Exercise ->
Write the material out again, line by line, exactly as it is.

- - -

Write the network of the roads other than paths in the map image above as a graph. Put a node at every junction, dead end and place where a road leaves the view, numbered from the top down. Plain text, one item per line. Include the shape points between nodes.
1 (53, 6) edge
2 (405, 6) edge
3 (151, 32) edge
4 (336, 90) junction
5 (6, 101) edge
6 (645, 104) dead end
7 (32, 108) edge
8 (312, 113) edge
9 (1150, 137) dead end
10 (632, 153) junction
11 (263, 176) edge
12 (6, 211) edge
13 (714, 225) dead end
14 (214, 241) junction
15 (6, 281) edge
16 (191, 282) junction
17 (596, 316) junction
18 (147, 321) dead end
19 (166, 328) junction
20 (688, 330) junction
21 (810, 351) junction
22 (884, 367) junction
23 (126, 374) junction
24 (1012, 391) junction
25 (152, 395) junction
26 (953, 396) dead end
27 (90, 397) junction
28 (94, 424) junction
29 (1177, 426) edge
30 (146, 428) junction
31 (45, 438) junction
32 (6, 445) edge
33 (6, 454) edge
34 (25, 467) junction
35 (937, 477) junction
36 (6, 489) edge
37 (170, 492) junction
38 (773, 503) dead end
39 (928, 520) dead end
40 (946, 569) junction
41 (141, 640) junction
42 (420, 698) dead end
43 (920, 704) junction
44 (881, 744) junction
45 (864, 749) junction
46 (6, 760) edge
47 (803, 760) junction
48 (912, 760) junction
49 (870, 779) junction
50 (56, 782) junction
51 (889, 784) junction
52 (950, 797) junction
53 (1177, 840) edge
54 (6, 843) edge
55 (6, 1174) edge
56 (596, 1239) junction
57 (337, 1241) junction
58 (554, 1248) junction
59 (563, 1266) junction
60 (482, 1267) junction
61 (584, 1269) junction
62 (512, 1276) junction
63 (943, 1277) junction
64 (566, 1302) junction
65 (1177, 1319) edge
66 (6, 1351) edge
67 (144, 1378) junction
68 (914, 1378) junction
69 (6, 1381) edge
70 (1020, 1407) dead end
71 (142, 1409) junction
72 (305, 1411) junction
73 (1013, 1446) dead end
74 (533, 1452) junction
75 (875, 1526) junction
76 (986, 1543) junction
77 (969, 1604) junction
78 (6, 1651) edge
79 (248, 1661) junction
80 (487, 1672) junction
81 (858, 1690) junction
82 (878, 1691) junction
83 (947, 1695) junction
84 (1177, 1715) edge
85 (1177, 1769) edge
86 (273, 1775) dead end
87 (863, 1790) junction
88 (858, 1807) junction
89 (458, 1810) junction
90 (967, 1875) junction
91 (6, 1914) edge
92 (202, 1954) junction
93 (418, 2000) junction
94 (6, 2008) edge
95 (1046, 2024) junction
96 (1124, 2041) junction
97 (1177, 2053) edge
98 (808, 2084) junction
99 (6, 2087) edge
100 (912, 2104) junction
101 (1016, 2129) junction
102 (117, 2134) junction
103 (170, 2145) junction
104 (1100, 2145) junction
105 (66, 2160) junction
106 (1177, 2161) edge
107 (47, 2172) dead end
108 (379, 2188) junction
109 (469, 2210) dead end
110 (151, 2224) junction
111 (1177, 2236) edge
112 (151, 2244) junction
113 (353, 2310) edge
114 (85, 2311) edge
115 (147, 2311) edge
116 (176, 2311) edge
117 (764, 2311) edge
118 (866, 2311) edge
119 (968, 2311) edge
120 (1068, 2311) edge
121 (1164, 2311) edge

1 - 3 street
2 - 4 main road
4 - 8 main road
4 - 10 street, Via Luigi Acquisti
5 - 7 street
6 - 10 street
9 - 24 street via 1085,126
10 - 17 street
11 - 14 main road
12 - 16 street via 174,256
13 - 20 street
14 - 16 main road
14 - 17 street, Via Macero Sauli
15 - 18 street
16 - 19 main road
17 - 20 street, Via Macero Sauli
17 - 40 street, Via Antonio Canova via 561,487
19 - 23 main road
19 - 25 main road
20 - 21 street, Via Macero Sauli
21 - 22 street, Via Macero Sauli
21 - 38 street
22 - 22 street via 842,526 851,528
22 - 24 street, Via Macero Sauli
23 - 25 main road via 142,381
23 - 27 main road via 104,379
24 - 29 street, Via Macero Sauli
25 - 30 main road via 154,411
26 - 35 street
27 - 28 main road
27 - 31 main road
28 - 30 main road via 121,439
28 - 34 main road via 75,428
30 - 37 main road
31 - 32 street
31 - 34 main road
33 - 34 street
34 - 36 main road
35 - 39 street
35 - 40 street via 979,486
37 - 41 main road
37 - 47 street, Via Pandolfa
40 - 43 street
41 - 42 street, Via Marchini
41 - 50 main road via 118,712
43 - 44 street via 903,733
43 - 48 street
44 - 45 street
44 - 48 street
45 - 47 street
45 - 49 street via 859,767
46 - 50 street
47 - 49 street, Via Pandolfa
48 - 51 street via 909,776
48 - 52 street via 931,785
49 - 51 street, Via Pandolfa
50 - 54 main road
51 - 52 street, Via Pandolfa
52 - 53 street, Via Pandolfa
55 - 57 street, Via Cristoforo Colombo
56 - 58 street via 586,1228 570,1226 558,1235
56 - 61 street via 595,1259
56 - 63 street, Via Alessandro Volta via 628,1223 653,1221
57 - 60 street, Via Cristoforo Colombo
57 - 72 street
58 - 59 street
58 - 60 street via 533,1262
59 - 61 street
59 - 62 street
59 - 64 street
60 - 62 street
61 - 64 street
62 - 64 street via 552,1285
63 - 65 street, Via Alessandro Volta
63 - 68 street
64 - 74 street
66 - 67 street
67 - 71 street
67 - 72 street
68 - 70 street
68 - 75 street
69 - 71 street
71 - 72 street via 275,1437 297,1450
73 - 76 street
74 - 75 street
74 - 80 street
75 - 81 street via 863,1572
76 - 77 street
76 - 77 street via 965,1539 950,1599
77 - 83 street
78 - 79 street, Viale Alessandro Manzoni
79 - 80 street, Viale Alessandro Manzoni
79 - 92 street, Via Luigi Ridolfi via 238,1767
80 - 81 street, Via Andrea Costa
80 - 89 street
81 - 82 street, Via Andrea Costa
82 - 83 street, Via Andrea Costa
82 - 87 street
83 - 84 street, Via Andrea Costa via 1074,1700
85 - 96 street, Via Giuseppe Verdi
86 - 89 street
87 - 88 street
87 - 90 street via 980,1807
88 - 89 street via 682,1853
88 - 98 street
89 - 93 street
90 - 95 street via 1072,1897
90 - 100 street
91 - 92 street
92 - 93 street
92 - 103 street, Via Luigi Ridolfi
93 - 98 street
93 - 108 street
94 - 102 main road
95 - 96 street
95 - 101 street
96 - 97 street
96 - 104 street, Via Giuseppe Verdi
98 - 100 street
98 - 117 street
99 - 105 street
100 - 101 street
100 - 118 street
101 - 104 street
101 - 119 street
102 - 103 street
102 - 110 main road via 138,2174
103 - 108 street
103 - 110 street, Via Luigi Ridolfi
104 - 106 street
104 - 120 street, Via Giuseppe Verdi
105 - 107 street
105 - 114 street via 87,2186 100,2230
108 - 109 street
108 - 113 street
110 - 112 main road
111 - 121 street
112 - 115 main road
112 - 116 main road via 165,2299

- - -

Response below ->
Write the network of the roads other than paths in the map image above as a graph. Put a node at every junction, dead end and place where a road leaves the view, numbered from the top down. Plain text, one item per line. Include the shape points between nodes.
1 (53, 6) edge
2 (405, 6) edge
3 (151, 32) edge
4 (336, 90) junction
5 (6, 101) edge
6 (645, 104) dead end
7 (32, 108) edge
8 (312, 113) edge
9 (1150, 137) dead end
10 (632, 153) junction
11 (263, 176) edge
12 (6, 211) edge
13 (714, 225) dead end
14 (214, 241) junction
15 (6, 281) edge
16 (191, 282) junction
17 (596, 316) junction
18 (147, 321) dead end
19 (166, 328) junction
20 (688, 330) junction
21 (810, 351) junction
22 (884, 367) junction
23 (126, 374) junction
24 (1012, 391) junction
25 (152, 395) junction
26 (953, 396) dead end
27 (90, 397) junction
28 (94, 424) junction
29 (1177, 426) edge
30 (146, 428) junction
31 (45, 438) junction
32 (6, 445) edge
33 (6, 454) edge
34 (25, 467) junction
35 (937, 477) junction
36 (6, 489) edge
37 (170, 492) junction
38 (773, 503) dead end
39 (928, 520) dead end
40 (946, 569) junction
41 (141, 640) junction
42 (420, 698) dead end
43 (920, 704) junction
44 (881, 744) junction
45 (864, 749) junction
46 (6, 760) edge
47 (803, 760) junction
48 (912, 760) junction
49 (870, 779) junction
50 (56, 782) junction
51 (889, 784) junction
52 (950, 797) junction
53 (1177, 840) edge
54 (6, 843) edge
55 (6, 1174) edge
56 (596, 1239) junction
57 (337, 1241) junction
58 (554, 1248) junction
59 (563, 1266) junction
60 (482, 1267) junction
61 (584, 1269) junction
62 (512, 1276) junction
63 (943, 1277) junction
64 (566, 1302) junction
65 (1177, 1319) edge
66 (6, 1351) edge
67 (144, 1378) junction
68 (914, 1378) junction
69 (6, 1381) edge
70 (1020, 1407) dead end
71 (142, 1409) junction
72 (305, 1411) junction
73 (1013, 1446) dead end
74 (533, 1452) junction
75 (875, 1526) junction
76 (986, 1543) junction
77 (969, 1604) junction
78 (6, 1651) edge
79 (248, 1661) junction
80 (487, 1672) junction
81 (858, 1690) junction
82 (878, 1691) junction
83 (947, 1695) junction
84 (1177, 1715) edge
85 (1177, 1769) edge
86 (273, 1775) dead end
87 (863, 1790) junction
88 (858, 1807) junction
89 (458, 1810) junction
90 (967, 1875) junction
91 (6, 1914) edge
92 (202, 1954) junction
93 (418, 2000) junction
94 (6, 2008) edge
95 (1046, 2024) junction
96 (1124, 2041) junction
97 (1177, 2053) edge
98 (808, 2084) junction
99 (6, 2087) edge
100 (912, 2104) junction
101 (1016, 2129) junction
102 (117, 2134) junction
103 (170, 2145) junction
104 (1100, 2145) junction
105 (66, 2160) junction
106 (1177, 2161) edge
107 (47, 2172) dead end
108 (379, 2188) junction
109 (469, 2210) dead end
110 (151, 2224) junction
111 (1177, 2236) edge
112 (151, 2244) junction
113 (353, 2310) edge
114 (85, 2311) edge
115 (147, 2311) edge
116 (176, 2311) edge
117 (764, 2311) edge
118 (866, 2311) edge
119 (968, 2311) edge
120 (1068, 2311) edge
121 (1164, 2311) edge

1 - 3 street
2 - 4 main road
4 - 8 main road
4 - 10 street, Via Luigi Acquisti
5 - 7 street
6 - 10 street
9 - 24 street via 1085,126
10 - 17 street
11 - 14 main road
12 - 16 street via 174,256
13 - 20 street
14 - 16 main road
14 - 17 street, Via Macero Sauli
15 - 18 street
16 - 19 main road
17 - 20 street, Via Macero Sauli
17 - 40 street, Via Antonio Canova via 561,487
19 - 23 main road
19 - 25 main road
20 - 21 street, Via Macero Sauli
21 - 22 street, Via Macero Sauli
21 - 38 street
22 - 22 street via 842,526 851,528
22 - 24 street, Via Macero Sauli
23 - 25 main road via 142,381
23 - 27 main road via 104,379
24 - 29 street, Via Macero Sauli
25 - 30 main road via 154,411
26 - 35 street
27 - 28 main road
27 - 31 main road
28 - 30 main road via 121,439
28 - 34 main road via 75,428
30 - 37 main road
31 - 32 street
31 - 34 main road
33 - 34 street
34 - 36 main road
35 - 39 street
35 - 40 street via 979,486
37 - 41 main road
37 - 47 street, Via Pandolfa
40 - 43 street
41 - 42 street, Via Marchini
41 - 50 main road via 118,712
43 - 44 street via 903,733
43 - 48 street
44 - 45 street
44 - 48 street
45 - 47 street
45 - 49 street via 859,767
46 - 50 street
47 - 49 street, Via Pandolfa
48 - 51 street via 909,776
48 - 52 street via 931,785
49 - 51 street, Via Pandolfa
50 - 54 main road
51 - 52 street, Via Pandolfa
52 - 53 street, Via Pandolfa
55 - 57 street, Via Cristoforo Colombo
56 - 58 street via 586,1228 570,1226 558,1235
56 - 61 street via 595,1259
56 - 63 street, Via Alessandro Volta via 628,1223 653,1221
57 - 60 street, Via Cristoforo Colombo
57 - 72 street
58 - 59 street
58 - 60 street via 533,1262
59 - 61 street
59 - 62 street
59 - 64 street
60 - 62 street
61 - 64 street
62 - 64 street via 552,1285
63 - 65 street, Via Alessandro Volta
63 - 68 street
64 - 74 street
66 - 67 street
67 - 71 street
67 - 72 street
68 - 70 street
68 - 75 street
69 - 71 street
71 - 72 street via 275,1437 297,1450
73 - 76 street
74 - 75 street
74 - 80 street
75 - 81 street via 863,1572
76 - 77 street
76 - 77 street via 965,1539 950,1599
77 - 83 street
78 - 79 street, Viale Alessandro Manzoni
79 - 80 street, Viale Alessandro Manzoni
79 - 92 street, Via Luigi Ridolfi via 238,1767
80 - 81 street, Via Andrea Costa
80 - 89 street
81 - 82 street, Via Andrea Costa
82 - 83 street, Via Andrea Costa
82 - 87 street
83 - 84 street, Via Andrea Costa via 1074,1700
85 - 96 street, Via Giuseppe Verdi
86 - 89 street
87 - 88 street
87 - 90 street via 980,1807
88 - 89 street via 682,1853
88 - 98 street
89 - 93 street
90 - 95 street via 1072,1897
90 - 100 street
91 - 92 street
92 - 93 street
92 - 103 street, Via Luigi Ridolfi
93 - 98 street
93 - 108 street
94 - 102 main road
95 - 96 street
95 - 101 street
96 - 97 street
96 - 104 street, Via Giuseppe Verdi
98 - 100 street
98 - 117 street
99 - 105 street
100 - 101 street
100 - 118 street
101 - 104 street
101 - 119 street
102 - 103 street
102 - 110 main road via 138,2174
103 - 108 street
103 - 110 street, Via Luigi Ridolfi
104 - 106 street
104 - 120 street, Via Giuseppe Verdi
105 - 107 street
105 - 114 street via 87,2186 100,2230
108 - 109 street
108 - 113 street
110 - 112 main road
111 - 121 street
112 - 115 main road
112 - 116 main road via 165,2299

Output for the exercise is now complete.